**Directions for this task:** Your answer should be each line of the entries that contains the word "Travessa", copied in full.

**Record excerpts:**
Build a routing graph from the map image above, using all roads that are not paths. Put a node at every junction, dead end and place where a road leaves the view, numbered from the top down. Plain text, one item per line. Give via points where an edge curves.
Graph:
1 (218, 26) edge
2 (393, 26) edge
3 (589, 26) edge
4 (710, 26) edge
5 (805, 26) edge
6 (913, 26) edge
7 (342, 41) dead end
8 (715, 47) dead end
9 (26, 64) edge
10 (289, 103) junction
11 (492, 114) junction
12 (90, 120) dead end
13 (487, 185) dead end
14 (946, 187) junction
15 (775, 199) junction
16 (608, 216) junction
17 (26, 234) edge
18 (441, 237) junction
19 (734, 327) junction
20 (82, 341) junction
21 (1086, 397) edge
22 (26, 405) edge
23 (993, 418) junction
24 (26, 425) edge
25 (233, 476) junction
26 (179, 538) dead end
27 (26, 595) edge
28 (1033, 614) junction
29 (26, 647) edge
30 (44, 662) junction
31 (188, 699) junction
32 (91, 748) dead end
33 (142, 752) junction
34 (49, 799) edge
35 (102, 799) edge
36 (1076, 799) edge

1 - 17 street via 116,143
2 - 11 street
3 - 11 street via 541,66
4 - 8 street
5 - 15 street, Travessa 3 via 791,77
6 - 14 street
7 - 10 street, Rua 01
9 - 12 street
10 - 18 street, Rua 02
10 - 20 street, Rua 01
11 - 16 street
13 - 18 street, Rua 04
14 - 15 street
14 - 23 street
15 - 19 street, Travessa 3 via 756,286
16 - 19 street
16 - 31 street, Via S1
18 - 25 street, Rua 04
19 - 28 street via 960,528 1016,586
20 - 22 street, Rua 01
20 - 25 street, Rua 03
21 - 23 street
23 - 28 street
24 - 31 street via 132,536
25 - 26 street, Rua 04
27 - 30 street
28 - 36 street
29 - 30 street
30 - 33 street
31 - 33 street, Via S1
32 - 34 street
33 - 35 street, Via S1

**Response for this exercise:**
5 - 15 street, Travessa 3 via 791,77
15 - 19 street, Travessa 3 via 756,286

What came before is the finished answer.